Ouço à distância. Burburinho
de vozes monocórdicas, ora esganiçadas ora em surdina, julgando pessoas,
falando de casos, acusando, atacando, defendendo-se. Quem tem acompanhado melhor
os casos, é o meu marido, no espaço das suas leituras. Às vezes trocamos
ideias, mas nada que me esclareça bem aquilo de que mal quero saber, na
vergonha por uma nação que deu nisto, de um constante atropelo e trafulhice,
com acusações e defesas recíprocas. Como nas exaltações do futebol. “Coisas
que terei pudor de contar seja a quem for”. Tristes coisas à nossa medida,
fantoches de um palco podre de tristes engenhos de que a nobreza para sempre se
esvaiu. Depois escuto Passos Coelho, que me faz confiar numa qualquer salvação
futura, que o pensamento na oposição de então logo impedirá, de sindicatos
armadilhados e submissos às ordens do chefe. Como é isto possível?

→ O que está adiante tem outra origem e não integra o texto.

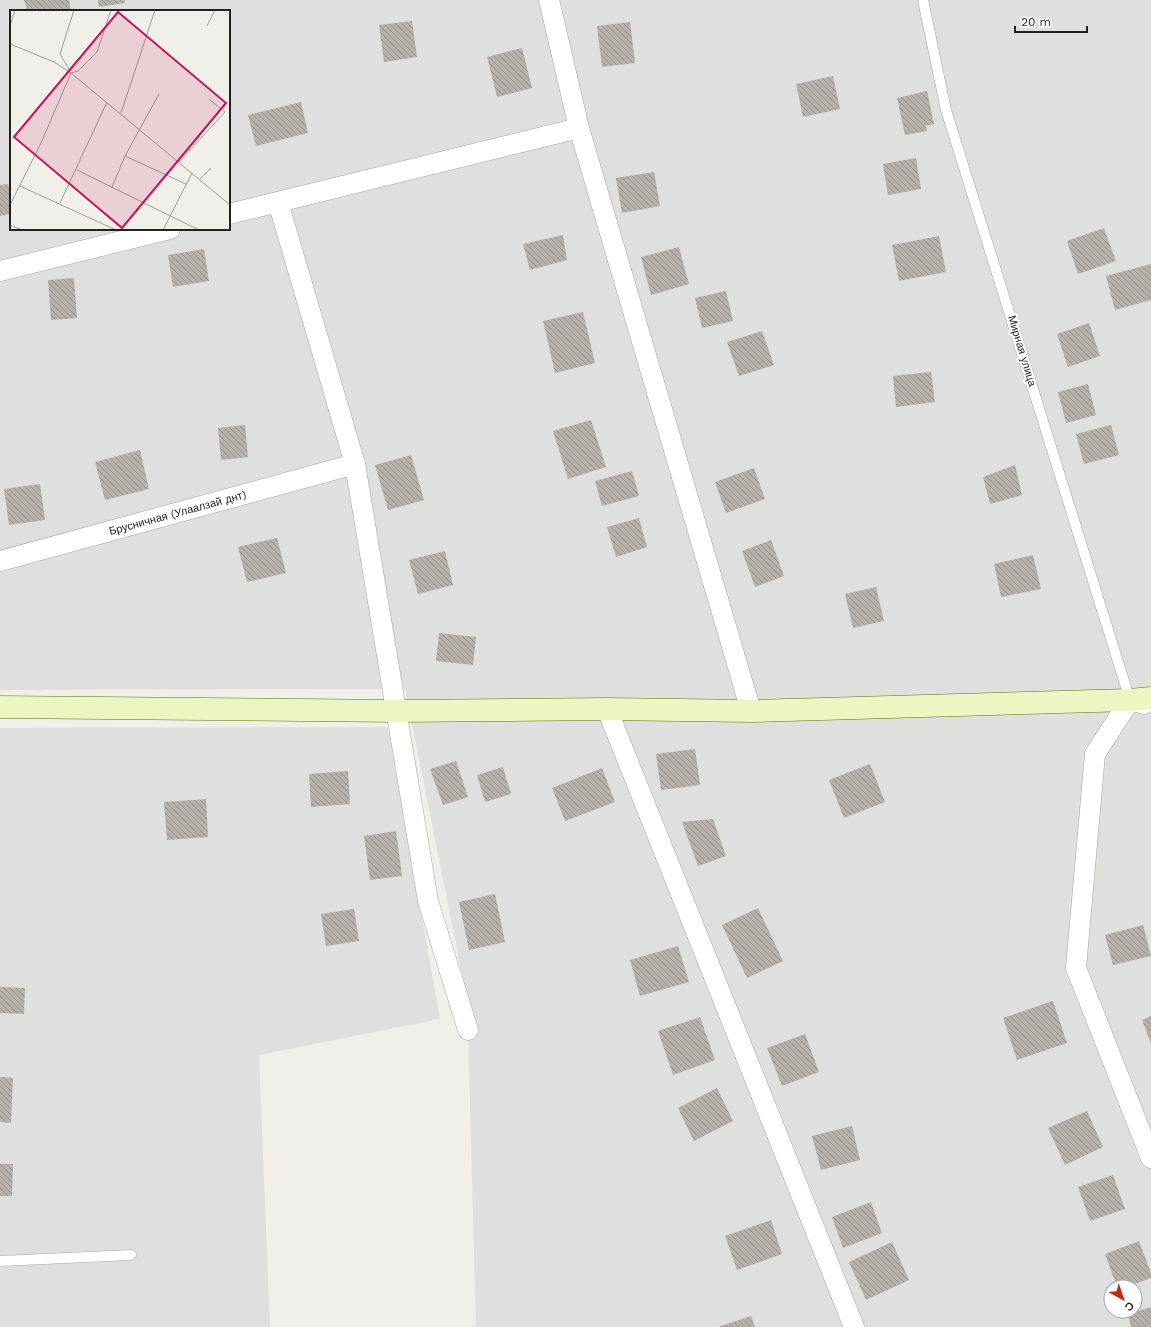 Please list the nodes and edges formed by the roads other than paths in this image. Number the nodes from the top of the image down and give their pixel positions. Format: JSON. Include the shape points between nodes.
{"nodes":[{"id":1,"x":549,"y":0,"type":"edge"},
{"id":2,"x":923,"y":0,"type":"edge"},
{"id":3,"x":579,"y":128,"type":"junction"},
{"id":4,"x":278,"y":202,"type":"junction"},
{"id":5,"x":230,"y":214,"type":"edge"},
{"id":6,"x":166,"y":230,"type":"edge"},
{"id":7,"x":0,"y":271,"type":"edge"},
{"id":8,"x":355,"y":464,"type":"junction"},
{"id":9,"x":0,"y":561,"type":"edge"},
{"id":10,"x":1141,"y":699,"type":"edge"},
{"id":11,"x":1151,"y":706,"type":"edge"},
{"id":12,"x":0,"y":707,"type":"edge"},
{"id":13,"x":607,"y":709,"type":"junction"},
{"id":14,"x":397,"y":711,"type":"junction"},
{"id":15,"x":751,"y":711,"type":"junction"},
{"id":16,"x":468,"y":1030,"type":"dead end"},
{"id":17,"x":1151,"y":1158,"type":"edge"},
{"id":18,"x":130,"y":1255,"type":"dead end"},
{"id":19,"x":0,"y":1261,"type":"edge"},
{"id":20,"x":854,"y":1327,"type":"edge"}],
"edges":[{"from":1,"to":3,"type":"street"},
{"from":2,"to":10,"type":"lane","name":"Мирная улица","via":[[946,110]]},
{"from":3,"to":4,"type":"street"},
{"from":3,"to":15,"type":"street"},
{"from":4,"to":5,"type":"street"},
{"from":4,"to":8,"type":"street"},
{"from":6,"to":7,"type":"street"},
{"from":8,"to":9,"type":"street","name":"Брусничная (Улаалзай днт)"},
{"from":8,"to":14,"type":"street"},
{"from":10,"to":11,"type":"street"},
{"from":10,"to":15,"type":"street"},
{"from":10,"to":17,"type":"street","via":[[1095,754],[1076,968]]},
{"from":12,"to":14,"type":"street"},
{"from":13,"to":14,"type":"street"},
{"from":13,"to":15,"type":"street"},
{"from":13,"to":20,"type":"street"},
{"from":14,"to":16,"type":"street","via":[[428,901]]},
{"from":18,"to":19,"type":"lane"}]} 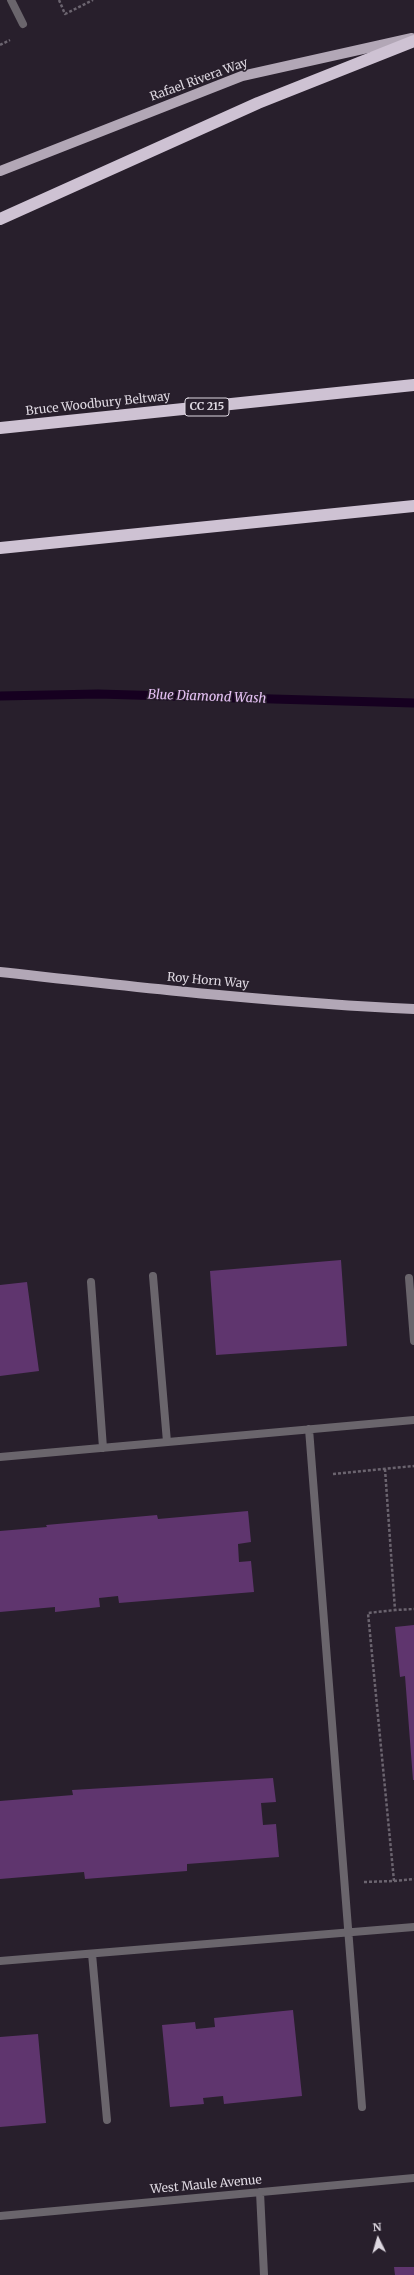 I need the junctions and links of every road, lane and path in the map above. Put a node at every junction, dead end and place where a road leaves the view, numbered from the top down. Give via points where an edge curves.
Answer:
1 (11, 0) edge
2 (58, 0) edge
3 (93, 0) edge
4 (23, 24) dead end
5 (414, 37) edge
6 (414, 41) edge
7 (0, 171) edge
8 (0, 219) edge
9 (414, 385) edge
10 (0, 428) edge
11 (414, 506) edge
12 (0, 548) edge
13 (0, 972) edge
14 (414, 1009) edge
15 (153, 1276) dead end
16 (408, 1278) dead end
17 (90, 1282) dead end
18 (414, 1340) edge
19 (414, 1420) edge
20 (309, 1429) junction
21 (167, 1442) junction
22 (103, 1448) junction
23 (0, 1457) edge
24 (414, 1466) edge
25 (385, 1469) junction
26 (312, 1476) junction
27 (414, 1609) edge
28 (395, 1610) junction
29 (414, 1879) edge
30 (394, 1881) junction
31 (345, 1883) junction
32 (414, 1927) edge
33 (348, 1932) junction
34 (92, 1954) junction
35 (0, 1961) edge
36 (362, 2107) dead end
37 (107, 2120) dead end
38 (414, 2178) edge
39 (260, 2192) junction
40 (0, 2216) edge
41 (264, 2275) edge

1 - 4 street
2 - 3 path via 65,14
5 - 7 main road, Rafael Rivera Way via 242,76
6 - 8 highway via 258,103
9 - 10 highway, Bruce Woodbury Beltway / CC 215
11 - 12 highway
13 - 14 main road, Roy Horn Way via 183,992
15 - 21 street
16 - 18 street
17 - 22 street
19 - 20 street
20 - 21 street
20 - 26 street
21 - 22 street
22 - 23 street
24 - 25 path
25 - 26 path
25 - 28 path
26 - 31 street
27 - 28 path
28 - 30 path via 368,1613
29 - 30 path
30 - 31 path
31 - 33 street
32 - 33 street
33 - 34 street
33 - 36 street
34 - 35 street
34 - 37 street
38 - 39 street, West Maule Avenue
39 - 40 street, West Maule Avenue
39 - 41 street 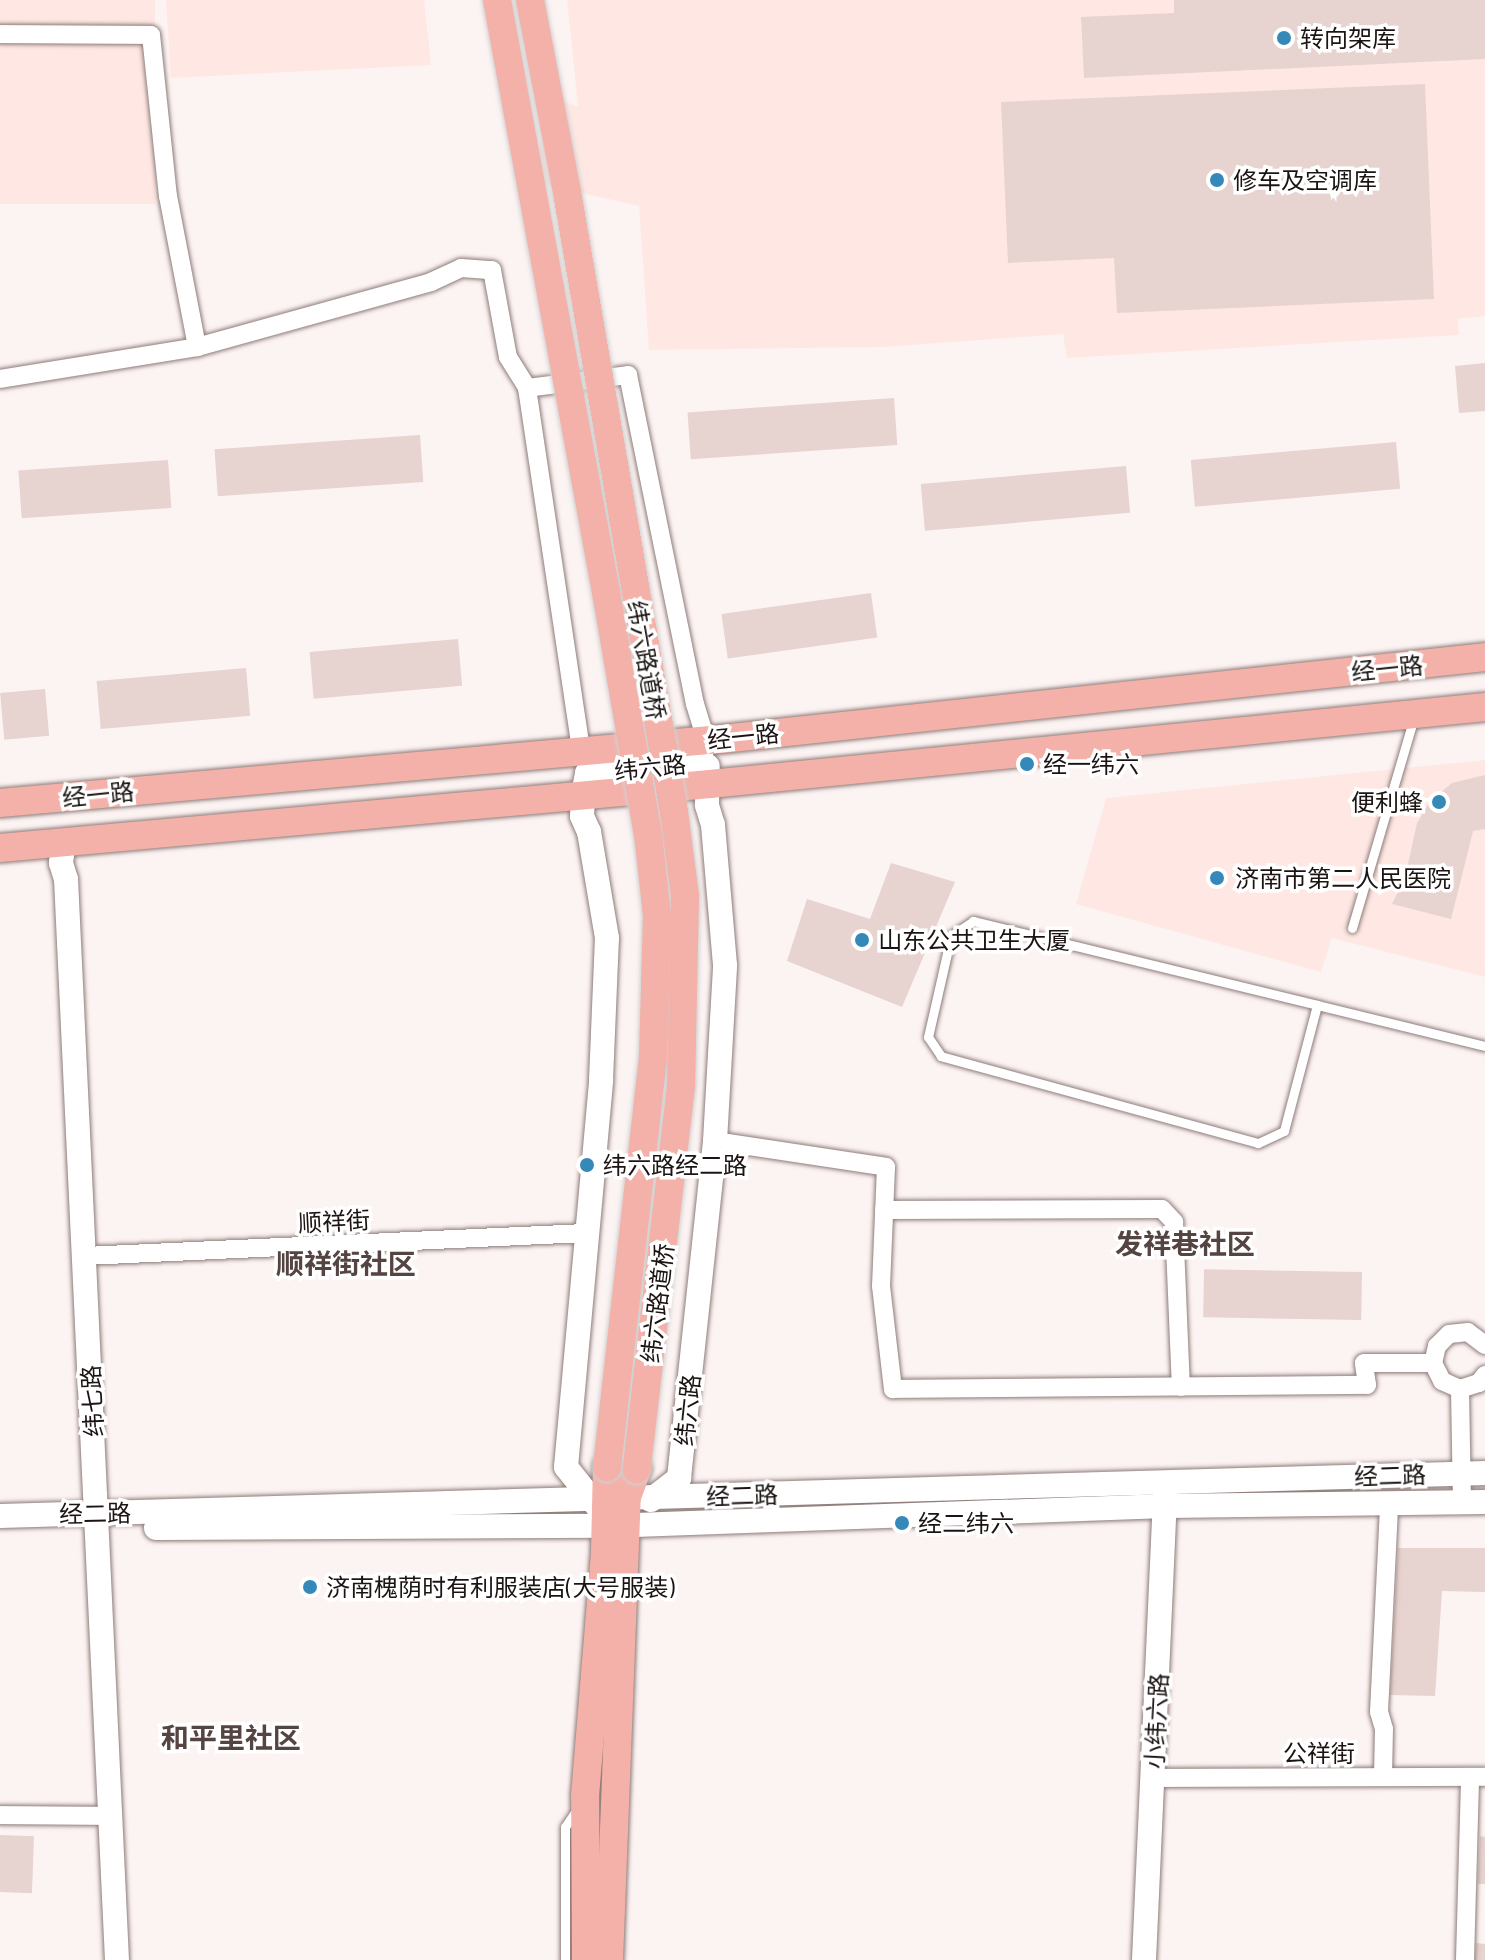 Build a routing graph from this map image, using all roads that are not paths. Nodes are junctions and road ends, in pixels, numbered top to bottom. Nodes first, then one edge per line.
1 (497, 0) edge
2 (530, 0) edge
3 (0, 34) edge
4 (197, 347) junction
5 (0, 379) edge
6 (527, 388) junction
7 (1485, 657) edge
8 (1485, 707) edge
9 (1415, 715) junction
10 (706, 740) junction
11 (581, 750) junction
12 (710, 784) junction
13 (583, 794) junction
14 (0, 803) edge
15 (64, 843) junction
16 (0, 848) edge
17 (1352, 928) dead end
18 (1317, 1005) junction
19 (1485, 1046) edge
20 (715, 1141) junction
21 (884, 1210) junction
22 (585, 1233) junction
23 (85, 1256) junction
24 (1485, 1345) edge
25 (1433, 1363) junction
26 (1485, 1375) edge
27 (1181, 1387) junction
28 (1460, 1389) junction
29 (1473, 1473) edge
30 (1166, 1494) junction
31 (1474, 1502) edge
32 (1389, 1504) junction
33 (619, 1507) junction
34 (0, 1516) edge
35 (98, 1521) junction
36 (0, 1531) edge
37 (1383, 1776) junction
38 (1477, 1777) edge
39 (1153, 1778) junction
40 (585, 1796) junction
41 (0, 1815) edge
42 (110, 1816) junction
43 (117, 1960) edge
44 (565, 1960) edge
45 (586, 1960) edge
46 (609, 1960) edge
47 (1144, 1960) edge
48 (1465, 1960) edge

1 - 33 main road, 纬六路道桥, bridge
2 - 33 main road, 纬六路道桥, bridge
3 - 4 street
4 - 5 street
4 - 6 street
6 - 10 street
6 - 11 street
7 - 10 main road, 经一路
8 - 9 main road, 经一路
9 - 12 main road, 经一路
9 - 17 lane
10 - 11 main road, 经一路
10 - 12 street, 纬六路
10 - 13 street, 纬六路
11 - 14 main road, 经一路
12 - 13 main road, 经一路
12 - 20 street, 纬六路
13 - 15 main road, 经一路
13 - 22 street, 纬六路
15 - 16 main road, 经一路
15 - 23 street, 纬七路
18 - 18 lane
18 - 19 lane
20 - 21 street
20 - 33 street, 纬六路
21 - 27 street
21 - 27 street
22 - 23 street, 顺祥街
22 - 33 street, 纬六路
23 - 35 street, 纬七路
24 - 25 street
25 - 27 street
25 - 28 street
26 - 28 street
28 - 29 street
29 - 30 street, 经二路
29 - 31 street
30 - 32 street, 经二路
30 - 33 street, 经二路
30 - 33 street, 经二路
30 - 39 street, 小纬六路
31 - 32 street, 经二路
32 - 37 street
33 - 35 street, 经二路
33 - 40 main road
33 - 46 main road
34 - 35 street, 经二路
35 - 36 street, 经二路
35 - 42 street, 纬七路
37 - 38 street, 公祥街
37 - 39 street, 公祥街
38 - 48 street
39 - 47 street, 小纬六路
40 - 44 lane
40 - 45 main road
41 - 42 street
42 - 43 street, 纬七路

Fico mais esclarecida com as
corajosas pesquisas e deduções de João Miguel Tavares. E não espero que
a tal amizade entre PR e 1º M., bem intencionada da parte do primeiro,
apaziguador, pouco provável da parte do segundo, manhoso e ávido, algum dia dê
frutos. A bela amizade, possível entre Rick e Louis, que a nobreza de carácter
inesperada, vencendo egoísmos e traições, vivifica, dificilmente se manterá por
cá, baseada que é em convencionalismos e hipocrisias de sobrevivência própria, ao
nosso jeito. O costume.
Confirma-se:
Marcelo também está metido nisto
João
Miguel Tavares
16/2/17
O
comunicado mostra um Presidente assustado, disposto a extravasar os seus
poderes constitucionais.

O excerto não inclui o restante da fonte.